There was huge relief when 82 of the girls kidnapped by Islamist militants Boko Haram in Chibok, north-east Nigeria, in 2014 were freed on Saturday. But, as the BBC's Alastair Leithead has been finding out, they may still not be able to go back home.
The ordeal of being kidnapped by Boko Haram does not end with the release of the captives. In fact, it is just the start of a long struggle back into family and community life.
Captured as children, the Chibok girls, as they have come to be known, are being freed as young women. An already fraught transition from adolescence to womanhood complicated by their captivity.
The 82 will, albeit briefly, be reunited with their families over the coming days.
A representative from the group of Chibok parents has visited them, to check their identities against the list of those freed, and to tell those waiting for confirmation either the good or the bad news.
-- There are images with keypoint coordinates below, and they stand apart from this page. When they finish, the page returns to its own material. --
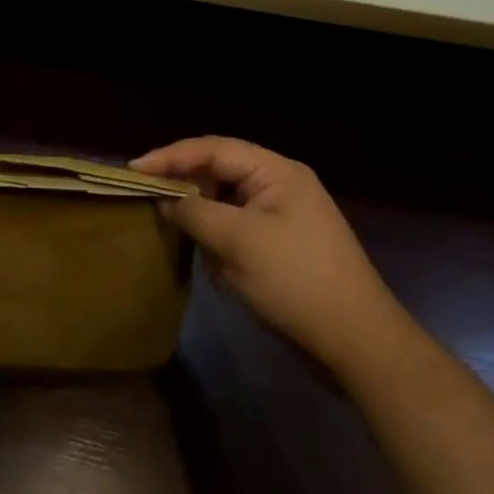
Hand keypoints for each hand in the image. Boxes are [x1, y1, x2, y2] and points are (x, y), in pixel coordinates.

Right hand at [132, 136, 407, 373]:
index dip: (170, 156)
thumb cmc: (296, 281)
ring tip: (183, 239)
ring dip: (205, 223)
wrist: (359, 344)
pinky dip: (222, 245)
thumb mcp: (236, 242)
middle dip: (188, 190)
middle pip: (220, 173)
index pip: (213, 149)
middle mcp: (281, 185)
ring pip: (227, 205)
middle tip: (151, 202)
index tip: (134, 170)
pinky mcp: (284, 248)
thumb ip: (193, 213)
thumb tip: (164, 200)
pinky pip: (240, 232)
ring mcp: (285, 218)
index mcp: (277, 171)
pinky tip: (217, 270)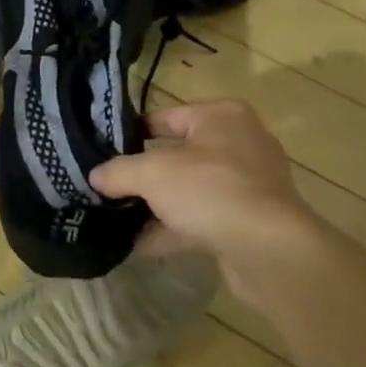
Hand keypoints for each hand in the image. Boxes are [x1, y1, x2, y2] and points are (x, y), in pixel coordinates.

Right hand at [90, 100, 327, 297]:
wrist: (270, 250)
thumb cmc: (211, 190)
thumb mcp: (152, 174)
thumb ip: (119, 171)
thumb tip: (95, 176)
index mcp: (222, 116)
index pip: (166, 116)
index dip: (133, 133)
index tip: (104, 152)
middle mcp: (240, 143)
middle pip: (179, 154)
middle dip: (145, 175)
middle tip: (110, 187)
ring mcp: (250, 184)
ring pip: (192, 189)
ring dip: (159, 206)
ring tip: (121, 220)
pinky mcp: (252, 221)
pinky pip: (204, 218)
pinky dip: (176, 229)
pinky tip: (144, 246)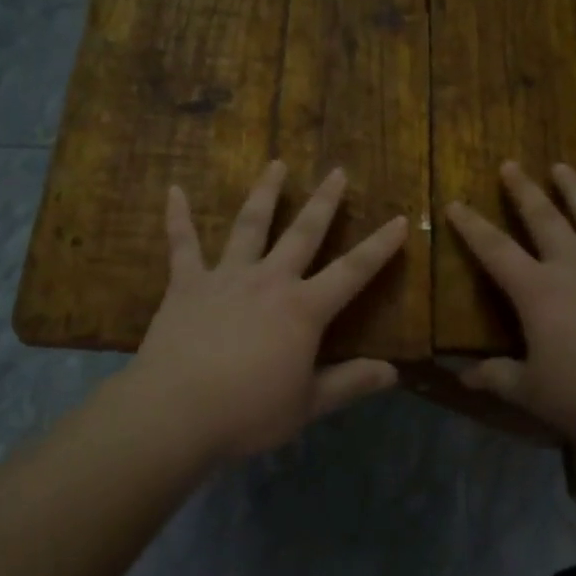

Most relatives are still living in the remote town of Chibok, 900km (600 miles) north-east of the capital, Abuja. And it will be a long but joyous journey for those told to come.
There will be tearful reunions and a mixture of emotions as both parents and daughters will have changed a great deal over the past three years.
And then what?
If the treatment of the 21 girls released last October, and the few who escaped, is a guide, the young women will go through a process of re-integration or rehabilitation.
This is either government care or government custody depending on the point of view.
Some families support the process, others are angry that more than six months after being released from Boko Haram, they still do not have their children back.
One of the parents who visited a secure government facility in the capital, Abuja, last week said they are being treated well and are living comfortably.
"I was happy with the conditions the girls are staying in. They are doing fine," said Ali Maiyanga Askira who went to see his daughter Maryam.
"I wish she was with us, but I couldn't take care of her as well as the government is.
"They are teaching vocational work like tailoring and knitting, and they are also taking lessons.
"The minister of education told us in the next four months they would go back to school.
"I am happy with whatever decision the government takes," he said.
But some other families just want their girls back.
There was anger at Christmas when they were brought to Chibok to meet relatives, but were not allowed home.
They were taken to a local politician's house and their families were only allowed to visit them for a short time.
"I can't believe my daughter has come this close to home, but can't come home," said one father at the time.
But the chairman of the Chibok community in Abuja, Tsambido Hosea, said parents were being invited to visit Abuja in small groups.
"They are in a rehabilitation centre. The government says it is giving them some instruction so they will be ready to go to school," he said.
As to whether they are allowed to go home or not, the community doesn't care that they are being held by the government.
"We know they are in the hands of people we know, that we can call, to answer at any moment. It's different from when they were in the hands of the terrorists."
Psychologists who have worked with those previously released from the Islamist group said family therapy rather than isolation would be a better way of reintegrating them.
But there is also the suspicion that the former captives are not being allowed home because the huge publicity around the case could make them targets for kidnapping again.
There have been times when those, not from the Chibok group, who were allowed home without proper psychological support have been alienated by their communities or even parts of their own families.
Some converted from Christianity to Islam, and some were married to Boko Haram fighters and had children with them, leading them to be shunned.
It is clear that once the violence is over the militant's impact in the region will remain for a generation, unless those abducted can be quickly and effectively re-integrated in society.
At the moment though, those recently released will have to contemplate a future still far away from their families.